Covid-19 führte zu einem Einbruch. Aber die Zusammenarbeit konnte auf einem bescheidenen Niveau weitergehen. Die Kontakte mit den Projekten blieben intakt. Nach Überwindung der Pandemie vertiefte sich die Zusammenarbeit und Kommunikation wieder und neue Projekte konnten begonnen werden. In den vergangenen Jahren sanken die Einnahmen und Spenden des Marie-Schlei-Vereins, wie auch in anderen Nichtregierungsorganisationen. Es ist sehr bedauerlich, dass auch der Entwicklungshilfeetat der Bundesregierung um eine Milliarde Euro gekürzt worden ist. Wir brauchen nicht weniger, sondern mehr Solidarität, gerade in Afrika, Asien und Lateinamerika.

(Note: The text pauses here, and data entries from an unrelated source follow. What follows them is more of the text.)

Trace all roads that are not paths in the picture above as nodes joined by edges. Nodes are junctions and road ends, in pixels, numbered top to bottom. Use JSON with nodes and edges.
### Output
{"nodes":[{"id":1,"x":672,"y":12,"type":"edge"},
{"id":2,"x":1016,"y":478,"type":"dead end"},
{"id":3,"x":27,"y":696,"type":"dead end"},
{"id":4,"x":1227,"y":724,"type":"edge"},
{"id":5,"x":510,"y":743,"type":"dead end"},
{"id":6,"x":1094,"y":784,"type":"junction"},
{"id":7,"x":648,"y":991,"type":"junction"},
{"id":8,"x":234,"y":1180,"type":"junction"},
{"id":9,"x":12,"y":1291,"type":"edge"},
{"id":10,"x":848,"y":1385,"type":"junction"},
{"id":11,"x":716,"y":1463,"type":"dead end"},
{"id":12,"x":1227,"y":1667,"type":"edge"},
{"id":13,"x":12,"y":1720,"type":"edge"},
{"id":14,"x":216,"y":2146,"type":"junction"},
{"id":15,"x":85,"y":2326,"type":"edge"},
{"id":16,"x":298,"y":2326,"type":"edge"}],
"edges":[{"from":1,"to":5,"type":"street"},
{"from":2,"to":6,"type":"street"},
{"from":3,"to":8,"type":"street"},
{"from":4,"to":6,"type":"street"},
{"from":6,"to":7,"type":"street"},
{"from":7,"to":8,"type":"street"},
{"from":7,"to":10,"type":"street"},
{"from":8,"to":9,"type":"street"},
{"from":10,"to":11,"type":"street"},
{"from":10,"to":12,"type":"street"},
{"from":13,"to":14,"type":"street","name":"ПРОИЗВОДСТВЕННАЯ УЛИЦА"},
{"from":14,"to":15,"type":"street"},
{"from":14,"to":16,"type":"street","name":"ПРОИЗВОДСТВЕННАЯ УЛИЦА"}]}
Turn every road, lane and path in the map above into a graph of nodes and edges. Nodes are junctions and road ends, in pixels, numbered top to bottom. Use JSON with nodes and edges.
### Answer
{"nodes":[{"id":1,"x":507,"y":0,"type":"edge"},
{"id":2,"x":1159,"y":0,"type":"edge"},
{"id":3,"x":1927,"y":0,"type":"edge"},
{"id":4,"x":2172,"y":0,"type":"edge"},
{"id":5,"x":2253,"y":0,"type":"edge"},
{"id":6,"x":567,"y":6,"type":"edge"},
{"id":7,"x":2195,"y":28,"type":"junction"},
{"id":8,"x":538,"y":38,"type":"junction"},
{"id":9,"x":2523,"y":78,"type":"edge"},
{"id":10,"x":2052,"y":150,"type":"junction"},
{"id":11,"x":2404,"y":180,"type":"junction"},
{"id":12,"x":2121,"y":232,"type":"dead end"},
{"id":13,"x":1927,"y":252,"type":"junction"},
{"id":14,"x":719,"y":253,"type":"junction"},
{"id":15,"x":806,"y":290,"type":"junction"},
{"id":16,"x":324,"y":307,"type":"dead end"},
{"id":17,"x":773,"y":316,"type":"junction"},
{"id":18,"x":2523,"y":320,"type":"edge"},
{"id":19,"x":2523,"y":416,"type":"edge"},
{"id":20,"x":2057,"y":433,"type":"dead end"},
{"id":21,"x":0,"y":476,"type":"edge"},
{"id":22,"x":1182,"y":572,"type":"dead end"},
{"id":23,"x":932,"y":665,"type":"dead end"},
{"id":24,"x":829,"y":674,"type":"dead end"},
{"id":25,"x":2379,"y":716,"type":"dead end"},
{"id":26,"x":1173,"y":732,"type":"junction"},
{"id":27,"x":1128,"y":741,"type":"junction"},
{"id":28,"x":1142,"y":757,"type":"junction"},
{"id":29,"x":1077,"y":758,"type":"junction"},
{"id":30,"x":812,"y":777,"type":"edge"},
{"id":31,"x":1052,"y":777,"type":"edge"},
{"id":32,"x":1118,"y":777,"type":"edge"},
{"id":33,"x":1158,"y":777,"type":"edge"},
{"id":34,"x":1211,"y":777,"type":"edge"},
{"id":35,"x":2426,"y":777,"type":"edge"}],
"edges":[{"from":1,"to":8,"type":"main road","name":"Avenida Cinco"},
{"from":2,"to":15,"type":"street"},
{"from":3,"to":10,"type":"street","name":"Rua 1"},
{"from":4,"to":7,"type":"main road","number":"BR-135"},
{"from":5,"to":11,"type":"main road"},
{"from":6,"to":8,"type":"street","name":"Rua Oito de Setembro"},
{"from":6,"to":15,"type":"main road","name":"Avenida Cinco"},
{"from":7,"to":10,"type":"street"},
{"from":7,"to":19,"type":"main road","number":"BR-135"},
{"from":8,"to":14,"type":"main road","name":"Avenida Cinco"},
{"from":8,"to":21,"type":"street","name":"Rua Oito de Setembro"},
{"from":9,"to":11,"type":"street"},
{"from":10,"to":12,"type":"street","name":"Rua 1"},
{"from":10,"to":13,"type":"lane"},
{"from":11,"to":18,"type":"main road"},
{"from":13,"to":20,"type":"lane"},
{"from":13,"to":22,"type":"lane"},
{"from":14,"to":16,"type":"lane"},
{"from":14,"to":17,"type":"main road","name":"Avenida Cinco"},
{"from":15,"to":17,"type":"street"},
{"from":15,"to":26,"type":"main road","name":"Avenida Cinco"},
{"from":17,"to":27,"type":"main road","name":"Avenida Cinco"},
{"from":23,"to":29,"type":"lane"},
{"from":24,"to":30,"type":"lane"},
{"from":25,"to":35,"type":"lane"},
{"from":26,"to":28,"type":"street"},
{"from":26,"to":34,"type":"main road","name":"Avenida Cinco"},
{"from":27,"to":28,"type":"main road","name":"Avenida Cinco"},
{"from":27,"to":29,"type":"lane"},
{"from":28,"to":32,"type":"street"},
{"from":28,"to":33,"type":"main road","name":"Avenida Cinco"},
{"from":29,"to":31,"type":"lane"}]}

Weltweit wird heute eine feministische Entwicklungspolitik propagiert. Auch Chimanda Ngozi Adichie, nigerianische Schriftstellerin und Feministin, will einen weltweiten Feminismus und ein Ende jeglicher Diskriminierung. Sie hält jede Form von Geschlechterdiskriminierung für gesellschaftsschädlich. „Wir sollten alle wütend werden. Immer noch werden Frauen benachteiligt. Ich bin doch ein Mensch, Männer sind auch nur Menschen.“
40 Jahre Solidaritätsarbeit sind nicht genug. Überall in Afrika, Asien und Lateinamerika dominieren autoritäre Regime, Armut und Unterdrückung. Die Frauen stehen auf und solidarisieren sich. Ohne Lärm sind Feminismus und Überleben nicht zu haben. Daher wird der Marie-Schlei-Verein auch in Zukunft dringend gebraucht. Viele Projektfrauen unterstreichen, wie viel sie durch die gemeinsamen Projekte gelernt haben. Wir sind stolz auf unsere Projektpartnerinnen, die unter schwierigsten Bedingungen die Projekte erfolgreich durchführen. Sie wollen weiterhin ihre Zukunft besser gestalten. Daher muss die Solidarität weitergehen.
Nach 40 Jahren trete ich als Vorstands-Vorsitzende zurück. Ich danke allen für die Solidarität und gute Zusammenarbeit.
Dem neuen Vorstand wüsche ich gutes Gelingen und werde ihn weiter unterstützen.